The tenets of the CPOC proposal focus on flexible payment that is patient centered, with a simpler billing structure, a focus on coordinated care, more predictable revenue, and incentive-based, high-quality, high-value care.

“We are working on a proposal to get rid of buy-and-bill, but that’s fraught with a lot of infrastructure issues,” said Ward, who is also chair of ASCO’s payment reform committee. “But right now, CPOC is built on paying oncologists fairly for doing the things we do. The proposal uses pathways and P4P programs to incentivize oncologists to follow best of care in treating their patients and to decrease utilization of expensive emergency departments and hospitalizations where possible,” said Ward. In addition, extra bundles for surgical oncology, radiation oncology, and imaging could be incorporated.

The CPOC model takes “a disease-agnostic approach,” said Ward. “So payment is dependent on the performance status of the patient—how sick he is—and how complicated the therapy is. It’s agnostic to an oral chemotherapy agent versus an IV chemotherapy agent.”
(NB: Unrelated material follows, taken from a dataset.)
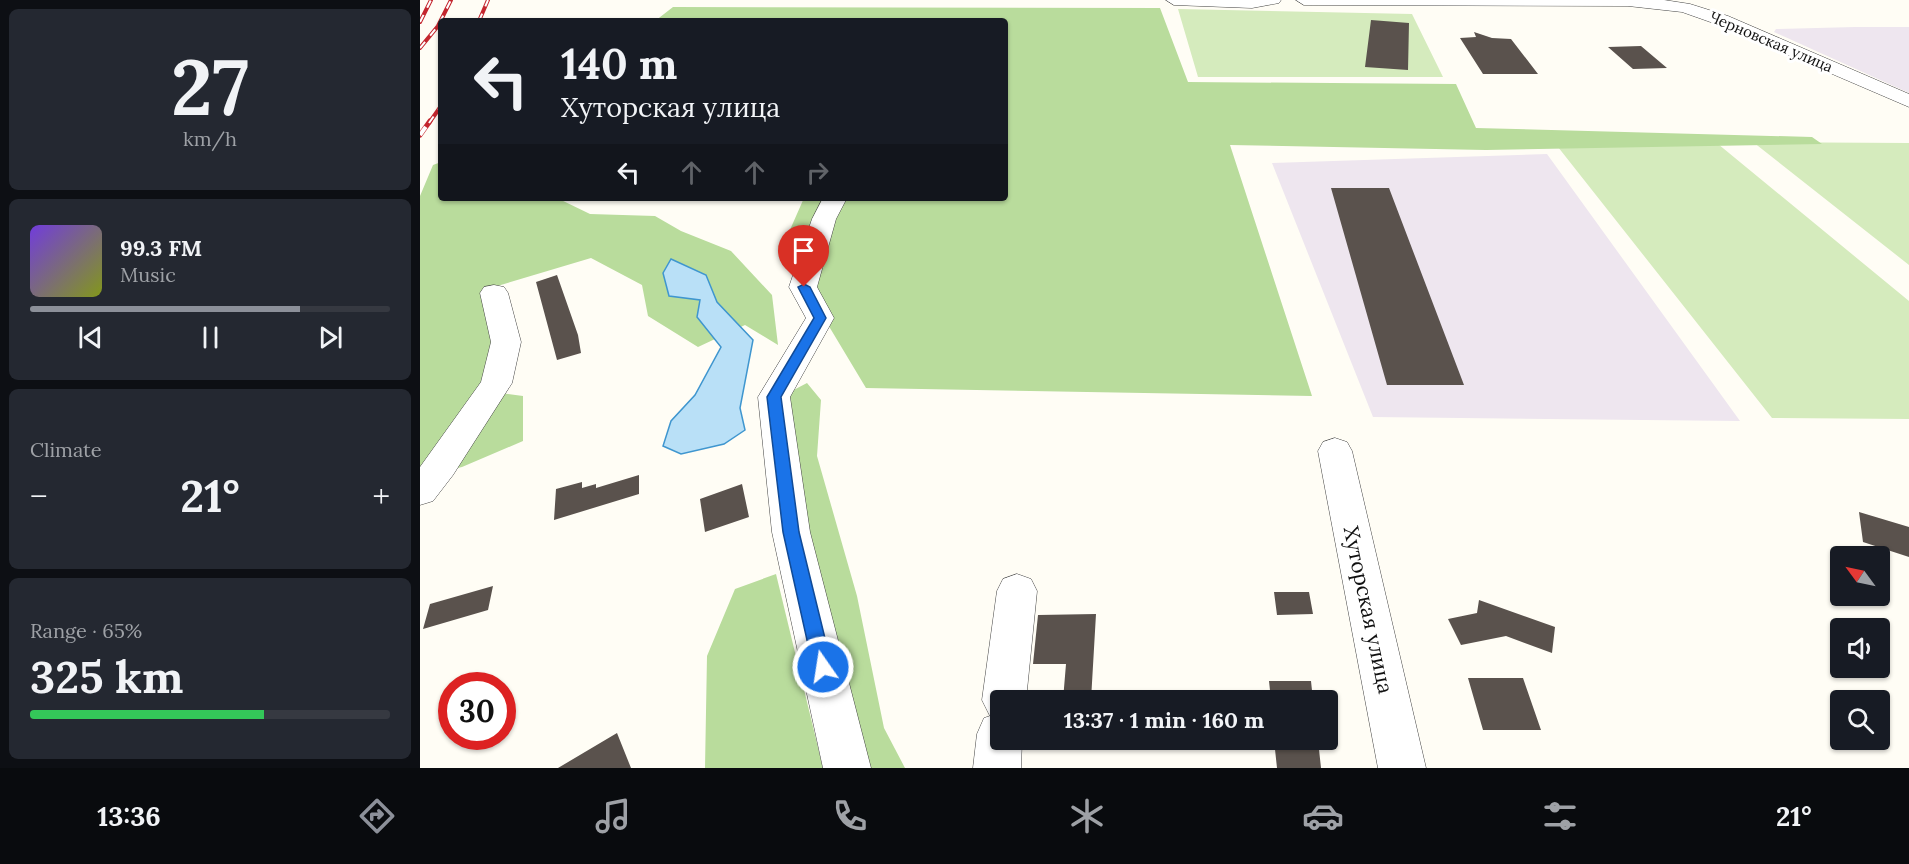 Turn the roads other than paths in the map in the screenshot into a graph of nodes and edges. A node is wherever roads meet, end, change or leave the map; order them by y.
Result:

The other payment model under consideration is from the Center for Medicare & Medicaid Innovation (The Innovation Center). The Innovation Center is developing an oncology payment model, currently referred to as the Oncology Care Model (OCM), to test the effect of better care coordination, improved access to practitioners, and appropriate clinical care on improving health outcomes at a lower cost.

The OCM would target chemotherapy treatment and the spectrum of care provided to a patient during a 6-month episode following the start of chemotherapy treatment. Participants would be physician practices that furnish chemotherapy treatment, and would be expected to engage in practice transformation to improve the quality of care they deliver. This transformation would be driven by the requirements practices must fulfill in order to participate in the OCM.

But Ward says there are some concerns with The Innovation Center’s model. “My concern with those kinds of bundles is that in a single small practice, they can become inherently unstable,” said Ward. “Trying to figure out what the dollar amount should be for an individual practice may be difficult because 1 patient who has a complicated treatment regimen and who uses a lot of dollars may skew the numbers.”

Private insurers are also promoting their payment models. Each model has their advantages and disadvantages. At this point in time, payers and physicians must continue searching for better payment methods. The current payment model has inadequacies, and more experiments and pilots are needed to find ways to reduce costs and preserve quality. Any proposed model will benefit by undergoing rigorous testing, which will hopefully lead to important insights into the affordability and value of cancer care.

References

  1. Kreys ED, Koeller JM. Documenting the benefits and cost savings of a large multistate cancer pathway program from a payer’s perspective. J Oncol Pract. 2013;9:e241-e247.
  2. Neubauer MA, Hoverman JR, Kolodziej M, et al: Cost effectiveness of evidence-based treatment guidelines for the treatment of non-small-cell lung cancer in the community setting. J Oncol Pract. 2010; 6:12-18.